Miss Paine comenzó el recitado en el preciso instante en que Farías se llevaba a la boca una especie de empanada mexicana y sentía que el picante le invadía la garganta, el esófago, el cerebro, la nariz, el corazón, su ser entero. «Tome un trago de tequila», bisbiseó comprensiva Miss Folwell, en tanto que Miss Paine rimaba
muzzle
con
puzzle
y
troubles
con
bubbles
. Luego, con gestos sumamente expresivos, Miss Folwell le enseñó, sin pronunciar palabra, que el tequila se acompañaba con sal, poniendo unos granos en el dorso de la mano izquierda, entre el nacimiento del índice y el pulgar, y recogiendo la sal con la punta de la lengua. «Me lo enseñaron en Oaxaca», volvió a murmurar Miss Folwell, mientras Miss Paine terminaba por cuarta vez una estrofa con el estribillo:
«Bits of pseudo here and there.»
A Farías le pareció que el tequila, sobre el picante, era fuego puro. Miss Paine dijo el estribillo por séptima y última vez. Farías quiso decir: «Interesante», pero sólo pudo emitir una especie de gemido entrecortado. Tres cuartos de hora más tarde, tuvo conciencia de que las dos poetisas de Alburquerque le estaban recitando sus obras completas.

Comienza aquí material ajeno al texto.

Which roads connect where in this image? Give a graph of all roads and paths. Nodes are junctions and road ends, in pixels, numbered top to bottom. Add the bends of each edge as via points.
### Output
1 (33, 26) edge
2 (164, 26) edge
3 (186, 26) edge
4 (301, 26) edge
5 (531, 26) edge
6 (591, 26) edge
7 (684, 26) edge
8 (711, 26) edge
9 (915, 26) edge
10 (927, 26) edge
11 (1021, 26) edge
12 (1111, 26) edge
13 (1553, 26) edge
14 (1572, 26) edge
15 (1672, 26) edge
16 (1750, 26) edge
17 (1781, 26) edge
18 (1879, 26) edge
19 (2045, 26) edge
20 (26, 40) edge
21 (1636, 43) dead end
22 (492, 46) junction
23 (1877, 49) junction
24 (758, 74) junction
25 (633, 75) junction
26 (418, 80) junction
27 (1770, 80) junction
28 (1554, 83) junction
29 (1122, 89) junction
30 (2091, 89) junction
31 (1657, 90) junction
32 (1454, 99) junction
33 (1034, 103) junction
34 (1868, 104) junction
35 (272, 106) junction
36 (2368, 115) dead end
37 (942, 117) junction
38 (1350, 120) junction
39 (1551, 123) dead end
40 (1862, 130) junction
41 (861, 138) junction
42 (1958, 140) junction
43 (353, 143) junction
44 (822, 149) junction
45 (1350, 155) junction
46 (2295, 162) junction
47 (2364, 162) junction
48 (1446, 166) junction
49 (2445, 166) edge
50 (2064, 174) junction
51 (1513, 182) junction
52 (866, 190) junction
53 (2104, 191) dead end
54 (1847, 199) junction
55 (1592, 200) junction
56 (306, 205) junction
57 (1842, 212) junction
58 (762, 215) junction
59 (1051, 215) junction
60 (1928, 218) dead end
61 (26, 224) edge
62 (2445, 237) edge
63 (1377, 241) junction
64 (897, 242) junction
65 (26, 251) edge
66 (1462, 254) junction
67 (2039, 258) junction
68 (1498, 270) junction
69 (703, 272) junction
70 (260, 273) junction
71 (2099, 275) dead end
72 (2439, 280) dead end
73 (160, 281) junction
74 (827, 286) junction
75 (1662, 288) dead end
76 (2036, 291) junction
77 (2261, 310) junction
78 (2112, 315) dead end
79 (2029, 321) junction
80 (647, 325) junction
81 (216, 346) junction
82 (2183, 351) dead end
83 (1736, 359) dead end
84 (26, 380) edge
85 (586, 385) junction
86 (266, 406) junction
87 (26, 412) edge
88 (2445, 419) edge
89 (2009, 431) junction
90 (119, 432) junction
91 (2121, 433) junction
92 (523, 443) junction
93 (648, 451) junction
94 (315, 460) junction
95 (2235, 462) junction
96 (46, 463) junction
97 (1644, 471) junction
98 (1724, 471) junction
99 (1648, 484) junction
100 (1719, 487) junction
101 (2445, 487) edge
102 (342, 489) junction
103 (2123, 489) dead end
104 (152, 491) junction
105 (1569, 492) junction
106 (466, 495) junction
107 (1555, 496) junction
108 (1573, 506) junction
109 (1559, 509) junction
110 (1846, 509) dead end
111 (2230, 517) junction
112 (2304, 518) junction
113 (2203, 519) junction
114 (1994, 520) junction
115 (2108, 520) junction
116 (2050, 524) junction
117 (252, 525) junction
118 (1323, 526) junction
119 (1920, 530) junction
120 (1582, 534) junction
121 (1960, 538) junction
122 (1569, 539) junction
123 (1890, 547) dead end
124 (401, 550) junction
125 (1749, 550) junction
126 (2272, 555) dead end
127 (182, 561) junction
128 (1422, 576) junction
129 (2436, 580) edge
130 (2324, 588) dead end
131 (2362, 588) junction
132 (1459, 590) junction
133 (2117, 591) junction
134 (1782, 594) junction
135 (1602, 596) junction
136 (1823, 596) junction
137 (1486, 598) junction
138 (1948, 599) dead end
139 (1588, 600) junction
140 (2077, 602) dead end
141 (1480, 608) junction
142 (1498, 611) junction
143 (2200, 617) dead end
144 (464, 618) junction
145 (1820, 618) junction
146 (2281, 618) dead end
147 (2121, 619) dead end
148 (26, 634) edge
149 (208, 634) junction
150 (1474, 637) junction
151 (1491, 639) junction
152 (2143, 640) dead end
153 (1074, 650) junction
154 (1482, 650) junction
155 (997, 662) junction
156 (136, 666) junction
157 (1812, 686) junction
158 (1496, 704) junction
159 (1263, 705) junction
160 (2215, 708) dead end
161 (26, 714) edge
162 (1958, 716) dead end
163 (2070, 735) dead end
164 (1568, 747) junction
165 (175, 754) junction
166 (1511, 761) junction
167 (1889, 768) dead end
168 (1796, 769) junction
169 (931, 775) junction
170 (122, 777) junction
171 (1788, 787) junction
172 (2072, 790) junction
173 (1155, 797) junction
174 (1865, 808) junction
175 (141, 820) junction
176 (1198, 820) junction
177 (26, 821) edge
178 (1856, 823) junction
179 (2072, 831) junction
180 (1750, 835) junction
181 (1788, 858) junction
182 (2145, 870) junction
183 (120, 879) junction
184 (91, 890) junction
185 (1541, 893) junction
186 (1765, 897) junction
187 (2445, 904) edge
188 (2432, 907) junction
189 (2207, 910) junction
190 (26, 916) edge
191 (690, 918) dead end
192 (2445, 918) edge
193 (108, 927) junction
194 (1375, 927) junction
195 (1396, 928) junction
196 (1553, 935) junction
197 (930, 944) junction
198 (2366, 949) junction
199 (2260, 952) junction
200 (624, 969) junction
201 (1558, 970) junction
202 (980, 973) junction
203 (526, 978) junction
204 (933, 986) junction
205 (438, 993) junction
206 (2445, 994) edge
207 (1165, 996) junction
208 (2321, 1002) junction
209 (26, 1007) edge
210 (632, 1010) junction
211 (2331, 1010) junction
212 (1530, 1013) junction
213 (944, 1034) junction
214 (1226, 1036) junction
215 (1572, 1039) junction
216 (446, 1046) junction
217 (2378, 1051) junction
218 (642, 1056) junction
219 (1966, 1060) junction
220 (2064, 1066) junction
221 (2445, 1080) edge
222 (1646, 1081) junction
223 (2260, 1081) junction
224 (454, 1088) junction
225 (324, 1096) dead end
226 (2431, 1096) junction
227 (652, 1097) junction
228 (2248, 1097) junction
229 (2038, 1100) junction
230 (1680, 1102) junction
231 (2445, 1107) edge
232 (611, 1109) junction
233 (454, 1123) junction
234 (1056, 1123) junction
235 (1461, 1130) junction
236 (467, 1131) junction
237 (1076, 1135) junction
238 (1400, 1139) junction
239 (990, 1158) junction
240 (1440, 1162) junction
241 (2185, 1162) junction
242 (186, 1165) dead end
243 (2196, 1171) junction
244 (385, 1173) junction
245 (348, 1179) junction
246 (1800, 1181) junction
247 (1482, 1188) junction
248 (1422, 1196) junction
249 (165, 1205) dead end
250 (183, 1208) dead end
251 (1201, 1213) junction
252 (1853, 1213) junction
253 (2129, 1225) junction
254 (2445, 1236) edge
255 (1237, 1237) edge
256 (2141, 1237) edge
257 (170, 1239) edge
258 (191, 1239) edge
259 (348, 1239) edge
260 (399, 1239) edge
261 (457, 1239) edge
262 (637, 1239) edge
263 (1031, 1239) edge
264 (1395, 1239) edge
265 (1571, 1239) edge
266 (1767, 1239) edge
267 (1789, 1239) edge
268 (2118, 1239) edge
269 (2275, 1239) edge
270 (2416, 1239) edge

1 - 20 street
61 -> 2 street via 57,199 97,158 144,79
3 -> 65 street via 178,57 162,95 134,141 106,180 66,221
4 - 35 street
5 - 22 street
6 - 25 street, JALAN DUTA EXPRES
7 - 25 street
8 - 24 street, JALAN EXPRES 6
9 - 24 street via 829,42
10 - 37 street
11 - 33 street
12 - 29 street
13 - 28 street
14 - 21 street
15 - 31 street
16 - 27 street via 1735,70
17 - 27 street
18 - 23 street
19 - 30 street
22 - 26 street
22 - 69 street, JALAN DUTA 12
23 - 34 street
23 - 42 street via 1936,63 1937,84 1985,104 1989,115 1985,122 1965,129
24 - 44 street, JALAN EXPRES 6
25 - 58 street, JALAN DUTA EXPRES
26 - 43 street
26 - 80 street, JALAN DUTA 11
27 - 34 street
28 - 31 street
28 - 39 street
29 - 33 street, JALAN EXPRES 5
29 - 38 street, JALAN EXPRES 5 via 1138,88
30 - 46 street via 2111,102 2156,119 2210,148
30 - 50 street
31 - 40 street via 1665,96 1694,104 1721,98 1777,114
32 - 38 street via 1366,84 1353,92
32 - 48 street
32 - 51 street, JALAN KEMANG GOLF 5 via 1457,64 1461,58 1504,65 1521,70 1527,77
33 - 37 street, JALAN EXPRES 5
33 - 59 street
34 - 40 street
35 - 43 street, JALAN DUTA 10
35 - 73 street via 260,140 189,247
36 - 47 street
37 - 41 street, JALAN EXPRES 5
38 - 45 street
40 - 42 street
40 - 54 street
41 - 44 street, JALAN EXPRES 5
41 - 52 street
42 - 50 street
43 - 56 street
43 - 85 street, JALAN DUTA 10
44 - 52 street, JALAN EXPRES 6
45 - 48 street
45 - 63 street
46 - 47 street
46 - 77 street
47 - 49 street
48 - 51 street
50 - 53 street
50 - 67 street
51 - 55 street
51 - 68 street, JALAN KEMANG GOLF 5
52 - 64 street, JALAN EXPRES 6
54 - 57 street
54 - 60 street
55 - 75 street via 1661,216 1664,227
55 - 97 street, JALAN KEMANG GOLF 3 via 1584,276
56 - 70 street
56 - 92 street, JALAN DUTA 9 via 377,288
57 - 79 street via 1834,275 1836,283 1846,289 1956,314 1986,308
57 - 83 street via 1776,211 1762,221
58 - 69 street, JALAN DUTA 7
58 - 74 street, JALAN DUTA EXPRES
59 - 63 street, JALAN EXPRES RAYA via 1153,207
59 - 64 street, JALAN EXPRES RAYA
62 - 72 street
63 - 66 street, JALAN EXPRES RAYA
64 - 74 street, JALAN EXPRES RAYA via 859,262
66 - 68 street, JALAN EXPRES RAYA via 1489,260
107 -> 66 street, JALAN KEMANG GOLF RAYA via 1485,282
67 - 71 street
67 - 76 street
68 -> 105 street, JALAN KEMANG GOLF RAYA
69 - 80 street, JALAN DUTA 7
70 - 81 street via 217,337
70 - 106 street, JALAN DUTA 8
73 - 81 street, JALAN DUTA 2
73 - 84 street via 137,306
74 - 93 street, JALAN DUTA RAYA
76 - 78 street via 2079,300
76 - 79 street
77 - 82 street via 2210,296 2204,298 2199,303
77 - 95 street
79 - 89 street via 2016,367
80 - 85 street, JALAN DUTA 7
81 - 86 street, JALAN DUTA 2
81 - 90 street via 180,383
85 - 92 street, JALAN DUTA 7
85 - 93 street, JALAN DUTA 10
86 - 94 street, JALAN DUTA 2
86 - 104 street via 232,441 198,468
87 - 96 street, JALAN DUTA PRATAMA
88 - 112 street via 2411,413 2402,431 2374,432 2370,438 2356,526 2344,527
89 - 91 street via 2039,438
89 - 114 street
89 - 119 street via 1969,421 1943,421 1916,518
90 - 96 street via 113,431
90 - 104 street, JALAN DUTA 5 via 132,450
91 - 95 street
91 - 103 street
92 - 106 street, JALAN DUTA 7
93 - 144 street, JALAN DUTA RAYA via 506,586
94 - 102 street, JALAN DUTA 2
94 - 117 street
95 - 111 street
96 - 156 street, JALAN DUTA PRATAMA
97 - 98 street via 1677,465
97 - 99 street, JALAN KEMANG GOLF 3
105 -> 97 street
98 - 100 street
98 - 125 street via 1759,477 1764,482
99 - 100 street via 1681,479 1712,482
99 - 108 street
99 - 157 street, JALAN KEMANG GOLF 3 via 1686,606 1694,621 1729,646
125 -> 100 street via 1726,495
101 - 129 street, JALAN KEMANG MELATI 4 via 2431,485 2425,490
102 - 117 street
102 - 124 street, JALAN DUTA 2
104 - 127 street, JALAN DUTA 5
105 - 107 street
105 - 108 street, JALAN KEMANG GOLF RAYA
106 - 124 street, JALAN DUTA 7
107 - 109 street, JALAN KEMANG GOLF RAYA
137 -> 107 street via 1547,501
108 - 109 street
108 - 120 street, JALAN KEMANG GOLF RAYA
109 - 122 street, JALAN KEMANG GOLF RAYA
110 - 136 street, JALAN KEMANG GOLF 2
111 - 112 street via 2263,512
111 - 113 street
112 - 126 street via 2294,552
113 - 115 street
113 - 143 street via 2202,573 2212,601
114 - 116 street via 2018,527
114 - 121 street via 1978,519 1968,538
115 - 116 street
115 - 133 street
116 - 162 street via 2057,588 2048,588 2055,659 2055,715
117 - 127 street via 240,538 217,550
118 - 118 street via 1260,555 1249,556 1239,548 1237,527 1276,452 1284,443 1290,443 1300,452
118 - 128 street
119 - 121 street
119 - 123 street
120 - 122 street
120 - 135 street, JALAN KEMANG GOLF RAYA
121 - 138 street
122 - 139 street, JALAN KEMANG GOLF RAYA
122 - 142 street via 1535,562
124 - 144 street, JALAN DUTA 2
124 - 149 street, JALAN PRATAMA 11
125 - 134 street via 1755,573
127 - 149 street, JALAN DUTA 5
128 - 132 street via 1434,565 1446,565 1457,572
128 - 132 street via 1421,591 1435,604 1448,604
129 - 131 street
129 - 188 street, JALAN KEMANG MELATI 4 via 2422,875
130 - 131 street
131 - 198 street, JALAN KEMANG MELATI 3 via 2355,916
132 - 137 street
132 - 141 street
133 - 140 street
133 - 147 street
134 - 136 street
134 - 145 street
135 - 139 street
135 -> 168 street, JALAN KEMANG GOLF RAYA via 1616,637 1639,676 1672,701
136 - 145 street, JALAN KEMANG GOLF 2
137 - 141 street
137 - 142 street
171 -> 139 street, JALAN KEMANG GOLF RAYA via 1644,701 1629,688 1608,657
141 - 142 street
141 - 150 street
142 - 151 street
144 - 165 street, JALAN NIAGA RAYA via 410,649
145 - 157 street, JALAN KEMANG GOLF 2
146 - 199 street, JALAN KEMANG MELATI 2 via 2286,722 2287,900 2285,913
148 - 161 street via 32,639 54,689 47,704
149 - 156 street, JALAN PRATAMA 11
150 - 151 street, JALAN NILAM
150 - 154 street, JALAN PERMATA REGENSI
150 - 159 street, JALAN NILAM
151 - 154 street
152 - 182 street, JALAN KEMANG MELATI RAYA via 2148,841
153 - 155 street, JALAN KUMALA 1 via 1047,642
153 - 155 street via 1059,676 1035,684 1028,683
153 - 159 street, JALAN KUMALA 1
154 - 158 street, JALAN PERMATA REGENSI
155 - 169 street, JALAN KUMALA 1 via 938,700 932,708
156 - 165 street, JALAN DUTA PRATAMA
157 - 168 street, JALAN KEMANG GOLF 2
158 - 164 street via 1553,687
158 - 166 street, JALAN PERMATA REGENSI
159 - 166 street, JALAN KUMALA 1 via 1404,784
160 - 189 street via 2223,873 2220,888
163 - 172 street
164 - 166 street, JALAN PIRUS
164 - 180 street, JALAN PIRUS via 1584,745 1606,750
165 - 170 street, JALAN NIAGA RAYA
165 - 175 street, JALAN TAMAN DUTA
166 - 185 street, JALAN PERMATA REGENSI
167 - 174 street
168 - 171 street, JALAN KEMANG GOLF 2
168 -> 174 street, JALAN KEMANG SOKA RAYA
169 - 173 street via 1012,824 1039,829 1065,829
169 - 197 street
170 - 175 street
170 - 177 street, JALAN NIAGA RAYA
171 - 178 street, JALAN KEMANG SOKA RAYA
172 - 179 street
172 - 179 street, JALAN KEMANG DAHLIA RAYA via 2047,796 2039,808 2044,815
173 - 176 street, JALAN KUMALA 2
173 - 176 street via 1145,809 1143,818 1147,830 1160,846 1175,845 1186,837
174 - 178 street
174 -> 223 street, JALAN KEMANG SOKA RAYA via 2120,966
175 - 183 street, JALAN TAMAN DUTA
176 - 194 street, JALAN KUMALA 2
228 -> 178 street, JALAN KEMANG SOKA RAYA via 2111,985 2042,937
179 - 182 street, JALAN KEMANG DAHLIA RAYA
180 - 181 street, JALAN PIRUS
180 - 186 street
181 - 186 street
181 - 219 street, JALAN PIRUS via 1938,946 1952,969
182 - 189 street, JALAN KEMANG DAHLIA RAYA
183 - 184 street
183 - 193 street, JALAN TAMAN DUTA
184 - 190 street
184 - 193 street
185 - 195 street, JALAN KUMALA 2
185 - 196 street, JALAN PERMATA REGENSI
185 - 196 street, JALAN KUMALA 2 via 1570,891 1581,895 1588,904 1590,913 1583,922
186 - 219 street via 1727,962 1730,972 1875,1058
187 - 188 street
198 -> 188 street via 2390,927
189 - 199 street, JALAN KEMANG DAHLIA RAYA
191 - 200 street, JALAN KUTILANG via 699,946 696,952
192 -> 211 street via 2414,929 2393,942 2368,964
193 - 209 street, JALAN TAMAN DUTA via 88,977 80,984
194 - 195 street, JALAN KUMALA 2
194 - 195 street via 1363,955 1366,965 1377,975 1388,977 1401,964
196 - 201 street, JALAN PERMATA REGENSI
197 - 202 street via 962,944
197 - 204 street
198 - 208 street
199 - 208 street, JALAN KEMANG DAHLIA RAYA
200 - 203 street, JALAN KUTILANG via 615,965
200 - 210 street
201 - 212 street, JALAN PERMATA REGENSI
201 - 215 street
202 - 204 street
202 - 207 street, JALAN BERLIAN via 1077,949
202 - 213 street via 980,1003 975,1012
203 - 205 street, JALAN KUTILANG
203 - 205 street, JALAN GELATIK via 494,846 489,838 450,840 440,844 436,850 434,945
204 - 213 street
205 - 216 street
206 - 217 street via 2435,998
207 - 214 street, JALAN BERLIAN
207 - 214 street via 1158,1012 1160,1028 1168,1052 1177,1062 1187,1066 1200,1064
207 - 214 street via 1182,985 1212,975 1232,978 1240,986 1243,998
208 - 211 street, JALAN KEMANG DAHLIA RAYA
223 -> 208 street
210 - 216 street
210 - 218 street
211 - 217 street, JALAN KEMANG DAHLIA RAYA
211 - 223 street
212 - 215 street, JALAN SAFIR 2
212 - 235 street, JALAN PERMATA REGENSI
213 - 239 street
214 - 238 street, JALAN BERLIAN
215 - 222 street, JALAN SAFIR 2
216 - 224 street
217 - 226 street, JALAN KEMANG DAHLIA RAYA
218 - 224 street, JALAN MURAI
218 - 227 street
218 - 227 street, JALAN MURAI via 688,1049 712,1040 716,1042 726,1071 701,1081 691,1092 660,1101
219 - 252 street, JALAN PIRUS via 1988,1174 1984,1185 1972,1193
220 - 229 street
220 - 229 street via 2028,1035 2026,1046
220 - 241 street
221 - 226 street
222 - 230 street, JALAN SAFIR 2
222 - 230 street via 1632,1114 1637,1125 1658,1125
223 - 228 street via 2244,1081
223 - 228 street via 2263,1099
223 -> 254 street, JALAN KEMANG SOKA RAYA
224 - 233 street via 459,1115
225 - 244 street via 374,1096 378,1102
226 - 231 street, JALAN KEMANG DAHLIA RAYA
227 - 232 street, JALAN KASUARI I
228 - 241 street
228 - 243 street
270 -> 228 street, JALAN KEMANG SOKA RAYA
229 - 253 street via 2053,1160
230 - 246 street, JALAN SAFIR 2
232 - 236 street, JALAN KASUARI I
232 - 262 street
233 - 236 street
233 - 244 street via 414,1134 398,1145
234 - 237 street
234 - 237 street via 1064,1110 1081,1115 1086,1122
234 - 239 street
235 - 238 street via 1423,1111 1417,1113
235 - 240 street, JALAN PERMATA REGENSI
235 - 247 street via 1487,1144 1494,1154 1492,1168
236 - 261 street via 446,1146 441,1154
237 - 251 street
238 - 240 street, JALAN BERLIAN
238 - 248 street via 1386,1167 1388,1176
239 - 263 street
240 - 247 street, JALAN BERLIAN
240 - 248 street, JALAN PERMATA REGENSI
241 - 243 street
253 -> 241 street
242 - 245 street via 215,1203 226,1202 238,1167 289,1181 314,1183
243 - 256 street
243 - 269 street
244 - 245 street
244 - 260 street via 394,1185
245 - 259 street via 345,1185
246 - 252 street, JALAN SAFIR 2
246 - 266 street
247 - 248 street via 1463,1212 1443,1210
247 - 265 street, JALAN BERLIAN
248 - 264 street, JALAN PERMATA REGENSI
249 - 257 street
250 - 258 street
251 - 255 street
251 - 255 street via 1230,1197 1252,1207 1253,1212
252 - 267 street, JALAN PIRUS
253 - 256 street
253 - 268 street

Sólo entonces pudo empezar a disfrutar del episodio. Entre el picante y el alcohol, cabeza y corazón se le habían convertido en sustancias maleables, indefinidas, dispuestas a todo. Sentía que lo iba invadiendo una incontenible ola de simpatía hacia las dos viejitas que, entre tequila y tequila, entre guindilla y guindilla, le iban propinando sus odas y serenatas, sus responsos y melancolías. Estaba viviendo un cuento, un cuento que no era necesario reelaborar, porque las viejitas se lo estaban dando hecho, pulido, acabado. Se sintió invadido por una especie de amor, generoso y espléndido, frente a aquellas dos muestras de lúcida sensibilidad, que habían sobrevivido inconmovibles a la extensa sucesión de tequilas. Él, en cambio, estaba bastante conmovido, y, como siempre que el alcohol lo encendía, tuvo conciencia de que iba a tartamudear. «¿Y cu-cuál de esos po-poemas fue pu-publicado por el
Saturday
?», preguntó en medio de su propia niebla, sin fuerzas para agregar
Evening Post
. «Oh, ninguno de éstos», respondió Miss Folwell desde su admirable serenidad y sin asomo de tartamudeo. «Qui-quiero que me di-ga los que le pu-publicó el
Satur...
» Por primera vez Miss Folwell se sonrojó levemente. «Fue uno solo», dijo con imprevista humildad. «Dígalo, Rose», insistió Miss Paine. «Tal vez no sea el momento», dijo Miss Folwell. «Pe-pero síííí...», balbuceó Farías automáticamente, y agregó con un énfasis sincero: «¡Adelante, Rose!»